● WHAT THE TASK REQUIRES
Only a number is wanted here: the count of lines in the entries below that include the word "DEANS".

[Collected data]
▼▼▼

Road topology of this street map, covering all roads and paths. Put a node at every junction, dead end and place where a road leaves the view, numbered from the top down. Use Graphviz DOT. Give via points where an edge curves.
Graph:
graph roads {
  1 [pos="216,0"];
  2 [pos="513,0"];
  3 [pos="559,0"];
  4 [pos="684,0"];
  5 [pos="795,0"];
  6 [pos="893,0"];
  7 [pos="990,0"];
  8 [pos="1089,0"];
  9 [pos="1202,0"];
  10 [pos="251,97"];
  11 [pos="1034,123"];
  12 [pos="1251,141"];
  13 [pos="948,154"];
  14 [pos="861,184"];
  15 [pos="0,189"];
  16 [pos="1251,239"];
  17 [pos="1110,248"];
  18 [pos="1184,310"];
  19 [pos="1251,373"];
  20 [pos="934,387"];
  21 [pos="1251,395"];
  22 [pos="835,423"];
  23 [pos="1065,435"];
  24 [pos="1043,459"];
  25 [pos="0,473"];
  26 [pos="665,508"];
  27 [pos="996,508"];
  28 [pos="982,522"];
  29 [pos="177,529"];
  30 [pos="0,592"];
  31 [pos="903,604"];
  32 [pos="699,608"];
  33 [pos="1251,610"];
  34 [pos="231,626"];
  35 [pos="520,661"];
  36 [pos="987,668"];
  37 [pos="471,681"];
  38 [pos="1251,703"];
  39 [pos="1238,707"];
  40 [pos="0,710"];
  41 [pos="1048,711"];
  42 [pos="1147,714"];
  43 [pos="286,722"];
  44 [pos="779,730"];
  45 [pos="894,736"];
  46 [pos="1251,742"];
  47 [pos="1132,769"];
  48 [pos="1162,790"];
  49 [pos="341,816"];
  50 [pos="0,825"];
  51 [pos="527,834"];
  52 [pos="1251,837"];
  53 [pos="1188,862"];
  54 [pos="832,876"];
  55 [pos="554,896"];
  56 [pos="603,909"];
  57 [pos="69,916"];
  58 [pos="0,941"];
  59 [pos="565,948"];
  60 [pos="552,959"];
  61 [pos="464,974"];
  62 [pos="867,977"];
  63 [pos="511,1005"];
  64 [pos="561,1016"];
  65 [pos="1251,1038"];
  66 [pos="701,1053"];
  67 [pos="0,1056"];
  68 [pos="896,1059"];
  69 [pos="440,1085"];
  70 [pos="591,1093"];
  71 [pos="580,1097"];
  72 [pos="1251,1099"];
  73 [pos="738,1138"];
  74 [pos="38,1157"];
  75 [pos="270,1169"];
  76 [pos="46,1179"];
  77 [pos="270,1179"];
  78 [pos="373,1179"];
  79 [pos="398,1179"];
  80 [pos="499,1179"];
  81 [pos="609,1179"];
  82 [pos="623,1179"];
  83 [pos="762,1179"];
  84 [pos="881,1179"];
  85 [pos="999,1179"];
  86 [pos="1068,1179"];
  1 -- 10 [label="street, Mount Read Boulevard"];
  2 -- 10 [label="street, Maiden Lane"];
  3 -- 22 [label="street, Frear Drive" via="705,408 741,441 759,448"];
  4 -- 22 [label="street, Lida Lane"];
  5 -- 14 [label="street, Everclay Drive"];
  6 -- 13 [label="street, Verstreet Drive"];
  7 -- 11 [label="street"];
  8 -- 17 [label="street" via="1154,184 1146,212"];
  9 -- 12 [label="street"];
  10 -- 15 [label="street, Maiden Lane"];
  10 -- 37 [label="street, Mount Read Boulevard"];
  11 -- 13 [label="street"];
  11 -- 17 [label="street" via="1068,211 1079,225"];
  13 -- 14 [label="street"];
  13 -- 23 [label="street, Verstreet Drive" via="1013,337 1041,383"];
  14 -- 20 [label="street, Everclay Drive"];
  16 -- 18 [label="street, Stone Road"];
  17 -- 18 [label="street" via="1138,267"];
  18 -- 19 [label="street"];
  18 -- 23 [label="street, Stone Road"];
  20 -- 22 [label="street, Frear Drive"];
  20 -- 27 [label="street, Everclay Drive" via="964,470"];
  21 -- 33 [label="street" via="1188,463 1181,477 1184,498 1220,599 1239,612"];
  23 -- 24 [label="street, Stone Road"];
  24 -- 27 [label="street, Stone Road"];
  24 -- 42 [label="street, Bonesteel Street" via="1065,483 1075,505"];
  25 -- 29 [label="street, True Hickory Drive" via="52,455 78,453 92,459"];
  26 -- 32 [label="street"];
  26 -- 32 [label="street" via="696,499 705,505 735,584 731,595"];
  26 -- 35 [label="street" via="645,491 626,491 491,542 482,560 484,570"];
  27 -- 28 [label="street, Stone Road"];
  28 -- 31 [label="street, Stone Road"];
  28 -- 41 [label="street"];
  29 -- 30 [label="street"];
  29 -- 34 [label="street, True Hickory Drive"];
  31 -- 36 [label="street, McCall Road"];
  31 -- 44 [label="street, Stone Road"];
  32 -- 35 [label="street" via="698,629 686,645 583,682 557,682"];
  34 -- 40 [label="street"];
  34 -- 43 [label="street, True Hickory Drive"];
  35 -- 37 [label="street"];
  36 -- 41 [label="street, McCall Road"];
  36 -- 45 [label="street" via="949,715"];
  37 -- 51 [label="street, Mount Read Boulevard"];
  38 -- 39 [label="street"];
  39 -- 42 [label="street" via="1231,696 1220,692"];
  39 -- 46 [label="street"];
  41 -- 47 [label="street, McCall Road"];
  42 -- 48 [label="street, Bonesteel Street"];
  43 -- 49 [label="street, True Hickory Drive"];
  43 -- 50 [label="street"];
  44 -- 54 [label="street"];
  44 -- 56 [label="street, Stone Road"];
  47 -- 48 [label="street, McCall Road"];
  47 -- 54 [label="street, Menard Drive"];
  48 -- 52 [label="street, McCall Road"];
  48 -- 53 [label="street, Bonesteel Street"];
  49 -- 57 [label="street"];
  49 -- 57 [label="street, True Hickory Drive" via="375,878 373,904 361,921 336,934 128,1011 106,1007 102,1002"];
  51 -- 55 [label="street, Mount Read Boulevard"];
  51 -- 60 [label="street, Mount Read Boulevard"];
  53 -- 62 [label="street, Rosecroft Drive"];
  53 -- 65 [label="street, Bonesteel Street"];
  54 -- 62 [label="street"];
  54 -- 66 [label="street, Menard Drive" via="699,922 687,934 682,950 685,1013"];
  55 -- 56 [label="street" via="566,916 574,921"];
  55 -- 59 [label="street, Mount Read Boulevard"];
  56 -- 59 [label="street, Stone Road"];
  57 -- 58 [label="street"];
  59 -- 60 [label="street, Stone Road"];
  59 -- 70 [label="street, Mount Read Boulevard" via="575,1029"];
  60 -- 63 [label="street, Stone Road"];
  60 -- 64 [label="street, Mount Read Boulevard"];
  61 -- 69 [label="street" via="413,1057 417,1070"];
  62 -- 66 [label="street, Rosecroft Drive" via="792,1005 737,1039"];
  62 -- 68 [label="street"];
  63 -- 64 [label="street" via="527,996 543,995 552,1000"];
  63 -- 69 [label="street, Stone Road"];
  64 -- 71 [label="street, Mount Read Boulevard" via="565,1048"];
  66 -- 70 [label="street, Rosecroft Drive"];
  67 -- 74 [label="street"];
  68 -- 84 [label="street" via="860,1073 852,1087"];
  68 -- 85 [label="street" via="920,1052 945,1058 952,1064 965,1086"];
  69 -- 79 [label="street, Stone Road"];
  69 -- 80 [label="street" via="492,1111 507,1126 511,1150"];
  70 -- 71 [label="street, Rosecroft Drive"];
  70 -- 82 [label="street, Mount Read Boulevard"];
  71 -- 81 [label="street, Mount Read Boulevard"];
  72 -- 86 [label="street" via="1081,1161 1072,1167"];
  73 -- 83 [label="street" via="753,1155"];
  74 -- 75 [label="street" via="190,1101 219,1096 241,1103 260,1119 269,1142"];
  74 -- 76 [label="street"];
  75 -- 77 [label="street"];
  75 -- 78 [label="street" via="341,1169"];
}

▲▲▲
▼▼▼

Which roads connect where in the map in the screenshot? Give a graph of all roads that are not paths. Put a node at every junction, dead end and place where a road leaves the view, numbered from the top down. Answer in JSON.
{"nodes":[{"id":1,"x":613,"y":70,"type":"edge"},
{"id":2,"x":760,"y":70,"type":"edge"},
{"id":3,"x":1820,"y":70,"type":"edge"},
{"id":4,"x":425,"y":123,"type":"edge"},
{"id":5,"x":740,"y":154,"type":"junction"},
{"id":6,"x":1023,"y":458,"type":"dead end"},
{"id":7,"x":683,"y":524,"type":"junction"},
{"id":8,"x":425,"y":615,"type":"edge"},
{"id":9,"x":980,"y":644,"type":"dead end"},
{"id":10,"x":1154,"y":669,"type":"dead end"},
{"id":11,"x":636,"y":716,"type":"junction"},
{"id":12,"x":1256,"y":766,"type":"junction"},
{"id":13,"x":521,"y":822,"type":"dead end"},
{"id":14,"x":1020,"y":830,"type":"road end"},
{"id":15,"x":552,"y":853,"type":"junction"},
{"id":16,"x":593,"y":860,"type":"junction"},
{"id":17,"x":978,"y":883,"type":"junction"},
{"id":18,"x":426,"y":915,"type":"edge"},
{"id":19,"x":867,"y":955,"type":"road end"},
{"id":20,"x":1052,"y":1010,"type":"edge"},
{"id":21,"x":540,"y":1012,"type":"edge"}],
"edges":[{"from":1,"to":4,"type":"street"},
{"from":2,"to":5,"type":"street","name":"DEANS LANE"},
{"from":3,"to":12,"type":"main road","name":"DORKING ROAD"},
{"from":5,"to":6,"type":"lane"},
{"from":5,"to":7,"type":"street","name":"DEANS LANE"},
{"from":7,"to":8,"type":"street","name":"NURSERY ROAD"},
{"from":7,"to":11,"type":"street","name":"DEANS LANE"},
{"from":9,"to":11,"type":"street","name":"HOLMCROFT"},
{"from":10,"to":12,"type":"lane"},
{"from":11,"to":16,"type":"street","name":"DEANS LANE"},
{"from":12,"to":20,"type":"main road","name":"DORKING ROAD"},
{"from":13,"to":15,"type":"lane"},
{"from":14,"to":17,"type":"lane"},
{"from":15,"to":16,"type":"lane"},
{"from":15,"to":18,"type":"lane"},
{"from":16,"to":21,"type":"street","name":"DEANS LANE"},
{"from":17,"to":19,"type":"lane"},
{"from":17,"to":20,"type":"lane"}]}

▲▲▲
▼▼▼

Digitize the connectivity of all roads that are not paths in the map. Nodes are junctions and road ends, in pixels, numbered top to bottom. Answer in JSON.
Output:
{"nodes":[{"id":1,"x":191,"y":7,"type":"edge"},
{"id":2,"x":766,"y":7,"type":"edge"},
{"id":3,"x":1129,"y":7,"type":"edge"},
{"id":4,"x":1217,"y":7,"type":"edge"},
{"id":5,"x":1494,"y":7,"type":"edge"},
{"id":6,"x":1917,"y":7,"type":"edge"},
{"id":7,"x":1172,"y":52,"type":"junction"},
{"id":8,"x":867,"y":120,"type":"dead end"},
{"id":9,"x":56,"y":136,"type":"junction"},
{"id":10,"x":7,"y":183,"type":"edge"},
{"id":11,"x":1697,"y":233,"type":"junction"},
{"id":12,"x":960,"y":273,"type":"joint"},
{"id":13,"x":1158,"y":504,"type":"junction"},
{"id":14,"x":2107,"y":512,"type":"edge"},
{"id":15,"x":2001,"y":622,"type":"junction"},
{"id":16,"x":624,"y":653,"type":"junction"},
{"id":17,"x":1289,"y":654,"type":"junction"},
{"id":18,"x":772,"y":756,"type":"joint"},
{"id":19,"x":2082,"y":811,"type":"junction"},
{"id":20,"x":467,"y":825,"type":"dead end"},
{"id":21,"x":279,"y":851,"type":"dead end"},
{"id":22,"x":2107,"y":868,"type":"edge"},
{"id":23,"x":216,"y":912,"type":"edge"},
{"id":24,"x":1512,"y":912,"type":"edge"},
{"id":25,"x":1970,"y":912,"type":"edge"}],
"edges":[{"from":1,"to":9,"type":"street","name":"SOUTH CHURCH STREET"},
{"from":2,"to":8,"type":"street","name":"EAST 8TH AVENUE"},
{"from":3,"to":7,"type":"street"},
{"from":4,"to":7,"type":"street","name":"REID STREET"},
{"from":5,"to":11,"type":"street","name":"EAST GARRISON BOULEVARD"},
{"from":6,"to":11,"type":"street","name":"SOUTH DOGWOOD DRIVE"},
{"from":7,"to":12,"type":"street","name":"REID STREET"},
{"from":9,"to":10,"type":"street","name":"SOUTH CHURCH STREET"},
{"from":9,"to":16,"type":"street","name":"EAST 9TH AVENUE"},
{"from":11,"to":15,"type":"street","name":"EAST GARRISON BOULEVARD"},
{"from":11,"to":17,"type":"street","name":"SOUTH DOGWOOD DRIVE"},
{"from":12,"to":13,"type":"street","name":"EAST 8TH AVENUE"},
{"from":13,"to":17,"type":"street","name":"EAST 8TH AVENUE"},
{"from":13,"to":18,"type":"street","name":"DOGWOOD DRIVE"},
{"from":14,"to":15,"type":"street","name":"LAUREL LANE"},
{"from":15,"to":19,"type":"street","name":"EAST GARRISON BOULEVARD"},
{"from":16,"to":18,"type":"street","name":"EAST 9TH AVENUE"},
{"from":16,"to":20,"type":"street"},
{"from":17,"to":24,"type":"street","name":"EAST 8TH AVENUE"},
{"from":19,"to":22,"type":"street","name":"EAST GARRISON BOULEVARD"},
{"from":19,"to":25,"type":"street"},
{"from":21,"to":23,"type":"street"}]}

▲▲▲

● TASK RESULT
5